Yeast infections caused by Candida albicans are one of the most common recurring infections in women. Clove essential oil inhibits the growth of Candida albicans at relatively low concentrations (a minimum inhibitory concentration of 2.5%). This antifungal activity comes primarily from eugenol, which disrupts the cell membranes of fungi. Clove oil is not a replacement for antifungal medication for an active infection, but its broad antifungal activity is one reason it appears in some natural hygiene products.

Antioxidant Capacity

Cloves rank at the top of the spice world for antioxidant power. On the ORAC scale developed by the USDA to measure antioxidant activity, cloves score over 10 million, far exceeding other commonly cited antioxidant foods like blueberries. This matters for women because oxidative stress plays a role in conditions that disproportionately affect female health: it damages developing egg cells, accelerates skin aging, contributes to bone loss, and drives chronic inflammation. You don’t need large quantities of cloves to benefit. Because the antioxidant compounds are so concentrated, even small amounts used regularly in food or tea deliver a meaningful dose.

Safe Amounts and Risks

The World Health Organization sets the acceptable daily intake of eugenol at 2.5 mg per kilogram of body weight. For a 60 kg (132 lb) woman, that’s 150 mg of eugenol per day. A teaspoon of ground cloves contains roughly 5 to 6 mg of eugenol, so normal culinary use falls well within safe limits. You would need to consume cloves in supplement form or use concentrated clove oil to approach the upper boundary.
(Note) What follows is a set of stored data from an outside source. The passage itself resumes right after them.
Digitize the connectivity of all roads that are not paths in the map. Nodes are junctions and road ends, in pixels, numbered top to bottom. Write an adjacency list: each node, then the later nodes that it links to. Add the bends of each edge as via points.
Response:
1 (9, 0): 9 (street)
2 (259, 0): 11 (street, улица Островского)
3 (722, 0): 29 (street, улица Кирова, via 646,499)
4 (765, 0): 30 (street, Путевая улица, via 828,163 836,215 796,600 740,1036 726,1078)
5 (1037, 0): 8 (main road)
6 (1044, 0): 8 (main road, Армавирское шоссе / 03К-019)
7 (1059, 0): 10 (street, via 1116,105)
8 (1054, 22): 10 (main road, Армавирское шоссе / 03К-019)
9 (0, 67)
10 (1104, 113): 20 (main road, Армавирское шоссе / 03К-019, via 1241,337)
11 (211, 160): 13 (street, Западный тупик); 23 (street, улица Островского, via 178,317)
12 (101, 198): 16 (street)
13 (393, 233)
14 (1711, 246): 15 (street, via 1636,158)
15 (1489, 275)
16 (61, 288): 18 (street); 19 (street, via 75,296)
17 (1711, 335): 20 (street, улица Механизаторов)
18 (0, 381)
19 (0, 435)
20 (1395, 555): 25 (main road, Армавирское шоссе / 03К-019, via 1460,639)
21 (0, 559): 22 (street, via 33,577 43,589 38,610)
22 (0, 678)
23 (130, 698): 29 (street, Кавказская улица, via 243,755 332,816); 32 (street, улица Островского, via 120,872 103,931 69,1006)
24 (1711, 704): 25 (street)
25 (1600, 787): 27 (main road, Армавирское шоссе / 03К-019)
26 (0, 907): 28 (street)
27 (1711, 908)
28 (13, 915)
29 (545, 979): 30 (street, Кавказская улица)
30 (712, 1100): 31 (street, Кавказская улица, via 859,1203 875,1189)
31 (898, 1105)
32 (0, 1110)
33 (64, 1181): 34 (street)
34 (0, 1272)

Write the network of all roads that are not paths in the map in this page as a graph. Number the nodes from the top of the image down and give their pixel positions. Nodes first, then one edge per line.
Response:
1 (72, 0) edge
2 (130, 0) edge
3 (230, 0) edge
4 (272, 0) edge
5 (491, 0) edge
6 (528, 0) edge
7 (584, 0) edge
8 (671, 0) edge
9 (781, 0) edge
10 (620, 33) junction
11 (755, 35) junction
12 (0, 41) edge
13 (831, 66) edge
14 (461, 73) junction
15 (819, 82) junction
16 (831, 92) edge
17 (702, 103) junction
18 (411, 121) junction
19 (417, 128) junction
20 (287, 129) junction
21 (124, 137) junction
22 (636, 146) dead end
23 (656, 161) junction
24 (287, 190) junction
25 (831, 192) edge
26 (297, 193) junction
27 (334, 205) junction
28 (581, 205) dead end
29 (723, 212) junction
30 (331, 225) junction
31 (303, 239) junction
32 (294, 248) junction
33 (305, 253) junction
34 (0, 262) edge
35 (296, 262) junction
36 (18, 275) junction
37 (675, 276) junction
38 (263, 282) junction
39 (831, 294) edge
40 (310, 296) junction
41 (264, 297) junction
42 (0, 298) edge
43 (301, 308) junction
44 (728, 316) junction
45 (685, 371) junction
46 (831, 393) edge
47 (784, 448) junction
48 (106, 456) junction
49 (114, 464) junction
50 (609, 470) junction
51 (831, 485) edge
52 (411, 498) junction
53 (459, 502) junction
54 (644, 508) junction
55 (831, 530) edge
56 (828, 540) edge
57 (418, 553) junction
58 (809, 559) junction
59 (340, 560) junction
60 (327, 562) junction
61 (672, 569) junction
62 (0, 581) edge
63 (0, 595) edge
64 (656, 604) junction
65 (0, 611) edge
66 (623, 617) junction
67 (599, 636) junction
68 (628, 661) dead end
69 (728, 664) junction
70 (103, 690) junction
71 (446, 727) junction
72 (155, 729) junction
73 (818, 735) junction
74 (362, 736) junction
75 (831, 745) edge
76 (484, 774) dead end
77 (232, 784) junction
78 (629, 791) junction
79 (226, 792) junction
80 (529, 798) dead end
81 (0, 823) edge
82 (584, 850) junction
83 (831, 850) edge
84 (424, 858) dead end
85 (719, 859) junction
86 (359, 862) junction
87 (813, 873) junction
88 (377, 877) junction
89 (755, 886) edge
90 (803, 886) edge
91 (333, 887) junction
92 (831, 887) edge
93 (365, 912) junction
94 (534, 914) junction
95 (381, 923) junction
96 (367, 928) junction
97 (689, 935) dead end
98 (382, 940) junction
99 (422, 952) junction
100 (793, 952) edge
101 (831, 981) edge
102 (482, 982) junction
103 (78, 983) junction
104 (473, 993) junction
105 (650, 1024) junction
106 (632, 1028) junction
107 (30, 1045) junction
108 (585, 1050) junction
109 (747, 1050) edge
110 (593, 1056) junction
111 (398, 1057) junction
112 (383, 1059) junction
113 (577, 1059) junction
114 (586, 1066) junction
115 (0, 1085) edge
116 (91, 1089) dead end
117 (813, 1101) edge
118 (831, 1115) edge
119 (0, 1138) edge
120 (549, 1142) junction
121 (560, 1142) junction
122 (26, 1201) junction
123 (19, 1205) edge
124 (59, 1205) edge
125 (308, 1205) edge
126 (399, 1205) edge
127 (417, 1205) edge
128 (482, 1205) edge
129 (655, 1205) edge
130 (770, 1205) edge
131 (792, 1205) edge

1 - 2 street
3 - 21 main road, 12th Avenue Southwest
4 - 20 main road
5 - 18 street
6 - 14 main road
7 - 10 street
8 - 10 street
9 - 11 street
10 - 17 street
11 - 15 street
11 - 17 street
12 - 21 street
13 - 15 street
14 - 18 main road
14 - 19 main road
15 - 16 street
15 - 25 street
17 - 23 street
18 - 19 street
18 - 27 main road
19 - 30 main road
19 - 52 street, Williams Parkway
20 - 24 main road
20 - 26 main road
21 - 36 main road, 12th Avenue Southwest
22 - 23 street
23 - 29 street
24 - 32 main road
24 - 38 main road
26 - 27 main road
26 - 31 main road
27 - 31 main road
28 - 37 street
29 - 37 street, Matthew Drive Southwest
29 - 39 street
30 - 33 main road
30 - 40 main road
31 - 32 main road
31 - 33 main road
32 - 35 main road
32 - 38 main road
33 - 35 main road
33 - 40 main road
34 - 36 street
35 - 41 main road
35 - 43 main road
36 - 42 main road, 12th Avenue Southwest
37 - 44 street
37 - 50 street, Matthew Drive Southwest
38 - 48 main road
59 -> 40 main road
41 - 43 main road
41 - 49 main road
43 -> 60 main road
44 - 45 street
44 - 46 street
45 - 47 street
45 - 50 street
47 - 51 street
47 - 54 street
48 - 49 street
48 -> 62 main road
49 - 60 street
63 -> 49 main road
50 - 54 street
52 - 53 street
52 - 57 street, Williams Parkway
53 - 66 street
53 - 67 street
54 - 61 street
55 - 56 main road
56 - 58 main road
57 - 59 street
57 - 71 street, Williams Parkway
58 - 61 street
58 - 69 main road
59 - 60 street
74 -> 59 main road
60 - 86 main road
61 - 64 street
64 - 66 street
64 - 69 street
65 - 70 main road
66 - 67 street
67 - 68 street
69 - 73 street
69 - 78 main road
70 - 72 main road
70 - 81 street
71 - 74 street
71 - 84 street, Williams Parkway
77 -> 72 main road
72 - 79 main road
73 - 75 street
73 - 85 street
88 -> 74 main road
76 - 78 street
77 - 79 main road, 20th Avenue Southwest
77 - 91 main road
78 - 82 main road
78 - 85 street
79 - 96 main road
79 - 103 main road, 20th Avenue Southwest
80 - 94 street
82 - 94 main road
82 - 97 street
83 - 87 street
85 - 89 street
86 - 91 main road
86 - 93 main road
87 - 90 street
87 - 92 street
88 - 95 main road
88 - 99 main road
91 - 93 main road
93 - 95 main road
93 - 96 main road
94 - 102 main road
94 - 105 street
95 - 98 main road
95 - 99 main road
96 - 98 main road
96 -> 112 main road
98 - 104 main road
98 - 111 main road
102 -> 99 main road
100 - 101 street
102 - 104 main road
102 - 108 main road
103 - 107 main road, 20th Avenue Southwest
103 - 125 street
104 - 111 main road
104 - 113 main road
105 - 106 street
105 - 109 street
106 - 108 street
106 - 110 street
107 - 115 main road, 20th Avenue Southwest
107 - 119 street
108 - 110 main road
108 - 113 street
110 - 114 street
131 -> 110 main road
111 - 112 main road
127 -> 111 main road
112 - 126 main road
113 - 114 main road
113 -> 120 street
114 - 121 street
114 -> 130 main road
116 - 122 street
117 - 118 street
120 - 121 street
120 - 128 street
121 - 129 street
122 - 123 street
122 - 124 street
Clove oil is where the real risk lies. Ingesting large amounts of undiluted clove oil (10 to 30 mL) has caused severe liver injury, with damage appearing 12 to 24 hours after ingestion. Documented cases involved rapid onset of confusion, seizures, and dangerously low blood sugar, followed by significant liver damage. These cases were extreme overdoses, mostly in young children, but they illustrate why clove essential oil should never be swallowed in quantity. At normal dietary doses, eugenol has not been linked to liver enzyme elevations or any clinically apparent liver injury.

The PCOS research also reinforces that dose matters in a practical way: the lower dose improved ovarian health while the higher dose provided no benefit at all. If you’re using cloves for health purposes, consistency at small amounts is a better approach than large doses.